Today, however, he was here on business.
Personal business.
Nick had pushed him into setting up a meeting with an architect whose specialty was designing modern homes with a coastal twist. Their company mantra was all about sustainability and protecting the environment, which Trent appreciated. And while he’d resisted the meeting, eventually he’d broken down and looked at the website. Nick was right, their designs were amazing.
How can you tell Cora to go for it and then hold yourself back?
He couldn’t answer that question without sounding like a hypocrite. Being with her, seeing her battle against her fears and grow her confidence, had shown him something important—it was easy to stay still. To be stagnant.
To let the past bind you to one spot.
It was harder to push through all that and be honest about what you truly wanted. And after talking out in the open about his big secret, after being with a woman whose courage inspired him, Trent could honestly say that he wanted more.
More from life. More from himself.
He parked the ute in front of a row of sleek shop fronts. The architect’s office was on the second floor, apparently right above a jeweler. He walked along the quaint strip, past the fashion boutique and an antique store and a hipster coffee place full of dudes with man buns.
Then he found the jewelry store. To its right was a single glass door leading to a staircase. But something caught his eye in the glittering window of the shop. There were clusters of fancy-looking things—diamond rings the size of marbles and watches that probably cost more than he spent on his first three cars combined.
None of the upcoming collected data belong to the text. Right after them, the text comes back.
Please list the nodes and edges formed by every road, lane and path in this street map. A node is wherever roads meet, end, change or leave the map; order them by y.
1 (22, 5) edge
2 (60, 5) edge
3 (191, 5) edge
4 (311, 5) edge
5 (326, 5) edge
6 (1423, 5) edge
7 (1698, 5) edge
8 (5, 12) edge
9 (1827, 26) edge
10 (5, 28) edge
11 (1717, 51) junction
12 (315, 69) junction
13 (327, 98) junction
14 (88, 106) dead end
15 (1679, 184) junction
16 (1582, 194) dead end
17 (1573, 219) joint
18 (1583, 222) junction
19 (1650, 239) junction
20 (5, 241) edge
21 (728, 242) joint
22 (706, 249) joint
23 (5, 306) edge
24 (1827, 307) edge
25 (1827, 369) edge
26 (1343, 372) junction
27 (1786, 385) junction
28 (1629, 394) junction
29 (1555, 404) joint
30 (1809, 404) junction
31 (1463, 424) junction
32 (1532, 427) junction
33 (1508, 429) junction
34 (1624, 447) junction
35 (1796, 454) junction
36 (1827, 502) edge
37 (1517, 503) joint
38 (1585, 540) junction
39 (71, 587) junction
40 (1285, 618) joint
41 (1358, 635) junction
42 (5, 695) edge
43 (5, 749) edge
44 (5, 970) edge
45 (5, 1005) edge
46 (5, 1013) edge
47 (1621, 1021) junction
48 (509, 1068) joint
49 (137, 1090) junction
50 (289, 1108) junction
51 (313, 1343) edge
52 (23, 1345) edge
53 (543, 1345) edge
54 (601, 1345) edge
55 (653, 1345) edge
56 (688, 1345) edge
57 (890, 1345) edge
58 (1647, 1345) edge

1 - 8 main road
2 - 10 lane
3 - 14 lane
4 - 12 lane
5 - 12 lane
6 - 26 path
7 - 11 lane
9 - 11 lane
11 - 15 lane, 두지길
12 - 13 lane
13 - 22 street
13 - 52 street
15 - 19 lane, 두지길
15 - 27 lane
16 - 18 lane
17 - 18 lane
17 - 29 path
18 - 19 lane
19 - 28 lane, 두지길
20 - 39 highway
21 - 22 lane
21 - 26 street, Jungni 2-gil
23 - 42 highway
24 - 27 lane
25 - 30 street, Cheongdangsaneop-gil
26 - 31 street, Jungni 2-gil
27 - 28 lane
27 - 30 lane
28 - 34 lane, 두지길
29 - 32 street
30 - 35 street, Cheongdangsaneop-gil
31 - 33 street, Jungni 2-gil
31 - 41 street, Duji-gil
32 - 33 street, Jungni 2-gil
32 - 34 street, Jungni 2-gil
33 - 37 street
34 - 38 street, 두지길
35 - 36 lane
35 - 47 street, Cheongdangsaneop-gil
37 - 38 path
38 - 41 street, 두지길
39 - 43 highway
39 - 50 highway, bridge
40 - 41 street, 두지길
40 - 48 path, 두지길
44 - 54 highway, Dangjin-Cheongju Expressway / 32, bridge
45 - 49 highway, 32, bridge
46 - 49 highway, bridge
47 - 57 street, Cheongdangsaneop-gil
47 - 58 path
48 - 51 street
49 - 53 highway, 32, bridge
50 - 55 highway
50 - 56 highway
But it wasn’t any of that flash that got his attention. It was something far humbler. At the bottom right-hand corner of the display was a cluster of gold necklaces so fine, a subtle breeze might snap them in two. Each one had a thin gold disc hanging from it, with a simple image engraved. There was one with a flower, one with a seashell, and one with a star and moon.
But it was the one with the caterpillar that had him rooted to the spot.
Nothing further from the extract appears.